With this statement, your value proposition, you can now create stories and scenarios to put your product in with your customer persona. This type of approach will have your content start landing in the path of your ideal customer’s decision making path.
With your product, customer, and value proposition laid out, it’s time to get into the mind of your buyer persona. Think about all of the questions they have from the beginning to end of their buying process.
How do they discover they have a problem? What things come to mind for them? Do they immediately know the solution or do they have to do some deeper research on the problem itself?
What are the popular solutions for this problem?

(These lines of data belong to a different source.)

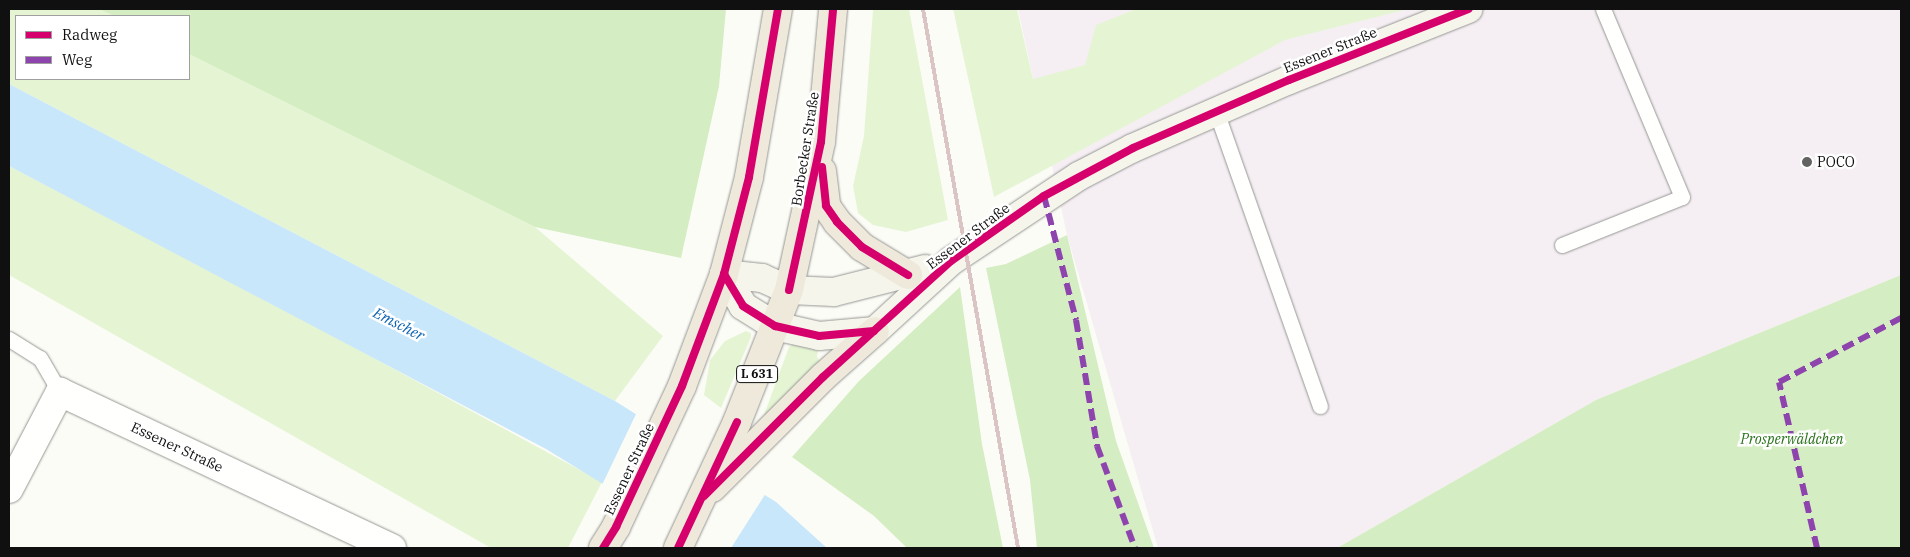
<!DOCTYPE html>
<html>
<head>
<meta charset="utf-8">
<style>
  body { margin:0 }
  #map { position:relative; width:1910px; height:557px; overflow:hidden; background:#fcfcf7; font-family:"IBM Plex Serif",serif }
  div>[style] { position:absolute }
  .industrial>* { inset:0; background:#f5eff3 }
  .green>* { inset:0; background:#e5f5d4 }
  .forest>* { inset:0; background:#d5edc2 }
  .water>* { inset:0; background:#c9e7fa }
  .pier>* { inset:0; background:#fcfcf7 }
  .roads { filter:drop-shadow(0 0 1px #969694) drop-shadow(0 0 1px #969694) }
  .service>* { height:15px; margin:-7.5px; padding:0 7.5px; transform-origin:7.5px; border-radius:7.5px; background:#fffffe }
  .minor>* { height:28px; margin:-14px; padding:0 14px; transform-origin:14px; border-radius:14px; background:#fffffe }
  .secondary>* { height:28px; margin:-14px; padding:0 14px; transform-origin:14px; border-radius:14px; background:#f6f5eb }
  .primary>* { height:28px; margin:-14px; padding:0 14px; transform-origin:14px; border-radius:14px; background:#eee9da }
  .rail>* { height:4px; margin:-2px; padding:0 2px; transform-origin:2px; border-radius:2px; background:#dbc5c4 }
  .quiet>* { height:6px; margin-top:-3px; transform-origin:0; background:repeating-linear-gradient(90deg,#8e44ad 0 12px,transparent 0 18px) }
  .cycleway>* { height:8px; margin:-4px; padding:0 4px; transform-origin:4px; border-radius:4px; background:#d6006c }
  .dots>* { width:14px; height:14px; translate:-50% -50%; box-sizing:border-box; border:2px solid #fff; border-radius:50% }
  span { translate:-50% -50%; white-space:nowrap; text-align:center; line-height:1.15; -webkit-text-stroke:5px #fff; paint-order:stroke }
  .shield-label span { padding:1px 4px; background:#fff; border:1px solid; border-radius:4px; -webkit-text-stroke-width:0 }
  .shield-label { font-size:12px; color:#101010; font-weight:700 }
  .street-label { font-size:14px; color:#101010 }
  .poi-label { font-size:14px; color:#101010 }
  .left { translate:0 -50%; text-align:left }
  .park-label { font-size:14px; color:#277118; font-style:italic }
  .water-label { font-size:15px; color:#0b62b1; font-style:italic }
  .frame { position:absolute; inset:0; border:10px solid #101010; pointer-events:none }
  .legend { position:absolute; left:15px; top:15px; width:175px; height:65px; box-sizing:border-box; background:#fff; border:1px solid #9f9f9f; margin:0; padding:6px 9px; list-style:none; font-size:15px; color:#101010 }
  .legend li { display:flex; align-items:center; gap:10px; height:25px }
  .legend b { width:25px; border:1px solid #9f9f9f }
</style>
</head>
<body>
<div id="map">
  <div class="industrial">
    <i style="clip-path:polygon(1018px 9px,1901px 9px,1901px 275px,1596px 400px,1337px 548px,1158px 548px,1067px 235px)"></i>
  </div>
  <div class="green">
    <i style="clip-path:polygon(9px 9px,99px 9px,114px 16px,16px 16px,16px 79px,189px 79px,189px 54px,535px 227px,663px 336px,615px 401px,9px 84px)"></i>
    <i style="clip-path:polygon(873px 9px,909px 9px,948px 220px,906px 232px,873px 225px,858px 213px,853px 186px,864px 136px)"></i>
    <i style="clip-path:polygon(953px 9px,1017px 9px,1033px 79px,1085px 65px,1096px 25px,1136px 9px,1408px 9px,1285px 40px,994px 197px)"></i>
    <i style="clip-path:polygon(9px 166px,276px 305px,602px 482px,568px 548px,491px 548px,9px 275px)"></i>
    <i style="clip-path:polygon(746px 331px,751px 333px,751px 337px,721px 408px,704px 395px,710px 360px,725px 341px)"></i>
    <i style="clip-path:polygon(794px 344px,818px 348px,817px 357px,823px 367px,761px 423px,789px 347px)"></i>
  </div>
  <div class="forest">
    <i style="clip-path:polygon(99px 9px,726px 9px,719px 86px,681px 258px,535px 227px,189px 54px,189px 16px,114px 16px)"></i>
    <i style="clip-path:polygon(1067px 235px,1116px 441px,1154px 548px,1037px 548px,1030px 480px,986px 268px,1006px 264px)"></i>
    <i style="clip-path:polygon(1901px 275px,1901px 548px,1337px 548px,1596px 400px)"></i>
    <i style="clip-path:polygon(960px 287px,982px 444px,1003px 548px,907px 548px,874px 516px,792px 457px,859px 381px)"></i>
  </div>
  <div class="water">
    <i style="clip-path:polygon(9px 84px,615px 401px,776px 502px,827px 548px,707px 548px,546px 449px,9px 166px)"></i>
  </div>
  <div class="pier">
    <i style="clip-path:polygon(637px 412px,766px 493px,731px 548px,703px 548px,602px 485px)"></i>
  </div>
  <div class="roads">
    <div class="service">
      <i style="left:1216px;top:111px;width:313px;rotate:70.6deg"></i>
      <i style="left:1562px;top:245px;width:129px;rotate:-21.8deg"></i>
      <i style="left:1682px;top:197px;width:204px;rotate:-112.8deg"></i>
      <i style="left:9px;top:339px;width:36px;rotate:32deg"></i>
      <i style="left:40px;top:358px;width:39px;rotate:60deg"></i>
    </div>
    <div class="minor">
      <i style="left:9px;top:489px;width:110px;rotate:-62.3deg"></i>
      <i style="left:60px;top:392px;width:367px;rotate:25.2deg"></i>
    </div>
    <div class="secondary">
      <i style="left:724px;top:274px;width:37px;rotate:59deg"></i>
      <i style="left:743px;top:306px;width:38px;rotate:32deg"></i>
      <i style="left:775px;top:326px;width:45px;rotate:12.8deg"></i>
      <i style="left:819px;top:336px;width:56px;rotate:-5.1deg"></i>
      <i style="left:875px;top:331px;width:103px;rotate:-42.6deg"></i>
      <i style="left:951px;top:261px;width:154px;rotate:-33.6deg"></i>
      <i style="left:1079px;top:176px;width:61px;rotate:-27.4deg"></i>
      <i style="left:1133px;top:148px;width:170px;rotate:-23.6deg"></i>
      <i style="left:1289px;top:80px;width:193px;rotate:-21.6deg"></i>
      <i style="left:724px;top:274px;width:38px;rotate:6deg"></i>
      <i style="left:762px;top:278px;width:30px;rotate:24deg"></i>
      <i style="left:789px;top:290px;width:45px;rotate:2.5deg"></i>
      <i style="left:834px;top:292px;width:94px;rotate:-14.2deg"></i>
    </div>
    <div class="primary">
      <i style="left:822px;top:171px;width:35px;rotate:83deg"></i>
      <i style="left:826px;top:206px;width:19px;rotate:55deg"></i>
      <i style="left:837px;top:222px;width:35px;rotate:45deg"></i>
      <i style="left:862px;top:247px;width:54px;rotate:31.3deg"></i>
      <i style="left:712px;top:488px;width:157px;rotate:-45deg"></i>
      <i style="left:823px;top:377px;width:69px;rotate:-41.5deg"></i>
      <i style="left:603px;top:548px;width:25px;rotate:-58deg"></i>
      <i style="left:616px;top:527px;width:156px;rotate:-64.9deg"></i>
      <i style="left:682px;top:386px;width:120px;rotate:-69.4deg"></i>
      <i style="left:724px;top:274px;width:100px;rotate:-75.5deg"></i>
      <i style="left:749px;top:177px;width:170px;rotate:-80.2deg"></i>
      <i style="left:678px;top:548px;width:139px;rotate:-64.9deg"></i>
      <i style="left:737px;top:422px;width:142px;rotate:-68.5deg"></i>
      <i style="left:789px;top:290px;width:151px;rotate:-77.8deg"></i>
      <i style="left:821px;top:142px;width:134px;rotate:-84.8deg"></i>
    </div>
  </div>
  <div class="rail">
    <i style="left:923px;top:9px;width:547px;rotate:80deg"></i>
  </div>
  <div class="quiet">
    <i style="left:1044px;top:196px;width:128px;rotate:75.5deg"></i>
    <i style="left:1076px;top:320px;width:128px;rotate:80.5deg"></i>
    <i style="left:1097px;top:446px;width:109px;rotate:69.6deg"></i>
    <i style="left:1817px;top:548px;width:170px;rotate:-102.9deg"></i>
    <i style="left:1779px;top:382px;width:138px;rotate:-27.7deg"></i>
  </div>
  <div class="cycleway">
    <i style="left:822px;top:167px;width:39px;rotate:84deg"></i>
    <i style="left:826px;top:206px;width:19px;rotate:55deg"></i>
    <i style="left:837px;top:222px;width:35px;rotate:45deg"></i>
    <i style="left:862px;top:247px;width:54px;rotate:31.3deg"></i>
    <i style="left:724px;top:274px;width:37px;rotate:59deg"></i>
    <i style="left:743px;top:306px;width:38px;rotate:32deg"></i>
    <i style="left:775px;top:326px;width:45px;rotate:12.8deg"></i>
    <i style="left:819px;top:336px;width:55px;rotate:-5.2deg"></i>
    <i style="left:789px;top:290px;width:151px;rotate:-77.8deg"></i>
    <i style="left:821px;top:142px;width:134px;rotate:-84.8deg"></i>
    <i style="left:704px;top:496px;width:168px;rotate:-45deg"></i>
    <i style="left:823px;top:377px;width:173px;rotate:-42.2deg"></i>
    <i style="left:951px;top:261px;width:113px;rotate:-35deg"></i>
    <i style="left:1044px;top:196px;width:101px;rotate:-28.3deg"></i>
    <i style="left:1133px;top:148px;width:170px;rotate:-23.6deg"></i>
    <i style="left:1289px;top:80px;width:193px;rotate:-21.6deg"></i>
    <i style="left:603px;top:548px;width:25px;rotate:-58deg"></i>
    <i style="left:616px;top:527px;width:156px;rotate:-64.9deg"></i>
    <i style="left:682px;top:386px;width:120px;rotate:-69.4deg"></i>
    <i style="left:724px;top:274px;width:100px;rotate:-75.5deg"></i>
    <i style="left:749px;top:177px;width:170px;rotate:-80.2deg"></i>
    <i style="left:678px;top:548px;width:139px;rotate:-64.9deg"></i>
  </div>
  <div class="dots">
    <i style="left:1807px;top:162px;background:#636361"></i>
  </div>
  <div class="shield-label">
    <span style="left:757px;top:374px">L 631</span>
  </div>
  <div class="street-label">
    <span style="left:1330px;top:50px;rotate:-22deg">Essener Straße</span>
    <span style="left:805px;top:149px;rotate:-81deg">Borbecker Straße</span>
    <span style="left:968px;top:236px;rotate:-37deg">Essener Straße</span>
    <span style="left:177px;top:447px;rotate:25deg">Essener Straße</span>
    <span style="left:629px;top:469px;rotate:-65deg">Essener Straße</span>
  </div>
  <div class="poi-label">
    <span class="left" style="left:1817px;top:162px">POCO</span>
  </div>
  <div class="park-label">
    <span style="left:1792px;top:439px">Prosperwäldchen</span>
  </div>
  <div class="water-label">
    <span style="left:399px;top:324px;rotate:27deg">Emscher</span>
  </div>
  <div class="frame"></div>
  <ul class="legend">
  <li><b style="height:6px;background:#d6006c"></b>Radweg</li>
  <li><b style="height:6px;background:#8e44ad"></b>Weg</li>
  </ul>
</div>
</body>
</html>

Once they understand the solutions, what are the next questions they have?
When a prospect is ready to make a purchase, what makes them take out their wallet? What factors are most important to them right now? How can you deliver those benefits? What separates you from your competition?
Creating this list of questions makes for plenty of articles, guides, ebooks, and social media content to create and promote. Using
With the list of questions that you have from your buyer persona, turn them into a list of words and phrases that can be used for keyword research. Planning the correct phrases that are actually being searched for on Google and finding the ones that have weaker competition make all the difference when getting your website’s pages found through search engines.
Based on the criteria you set for a “good keyword to target”, analyze and filter out this list that you’ve built. There are several SEO tools to use and criteria that can be set based on your own company’s authority, budget, and goals. We have our own very in-depth keyword research process with a proprietary set of criteria to make sure we are using the most optimal words to target with our content.
With all of this information now gathered for your foundation, it’s time to start actually creating your content. There are several types of content that you’ll create on your website, on other websites, and for social media for your content marketing campaign.
Main page targeting your short tail keyword
Guest posts that link to main page
Guest posts that link to other blog posts
Social posts that link to main page
Social posts that link to blog posts
Social ads that link to main page
Once you publish your new content, it’s time to promote it around the web. Getting your pages ranking high on Google can take some time, so being pro-active with your content marketing approach can drive faster ROI. A few ways to promote your new content:
Social media posts
Social media paid promotions
Start/join discussions in targeted online communities and link to posts
Email your list (segment your list by personas so that you can speak more directly to the exact person who is interested in your content)
Individually email old prospects that never closed, this gives you an opportunity to provide them some valuable information and reactivate your conversation in a non-salesy way that will turn them off
How are you going to know if any of this was worth it? You need to be tracking your web presence. This includes your website and social media channels as well as your email marketing. Make sure you are tracking individuals throughout their journey on your website to see how they are interacting with your content and who is completing your desired actions.
Based on your data, you can make informed adjustments for improving results. Knowing who is doing what, where, will give you insight to what people are interested in, what makes them leave, and what makes them convert into paying customers. Because of the access that marketers have to data now, you should continuously be testing, adjusting, and improving your conversion rates.
Once you’ve completed your planned content marketing campaign, it’s time to review all of your actions, statistics, and goal completions to make notes for future strategy development (also because this content will exist forever, you can continuously go back and make necessary improvements to this campaign).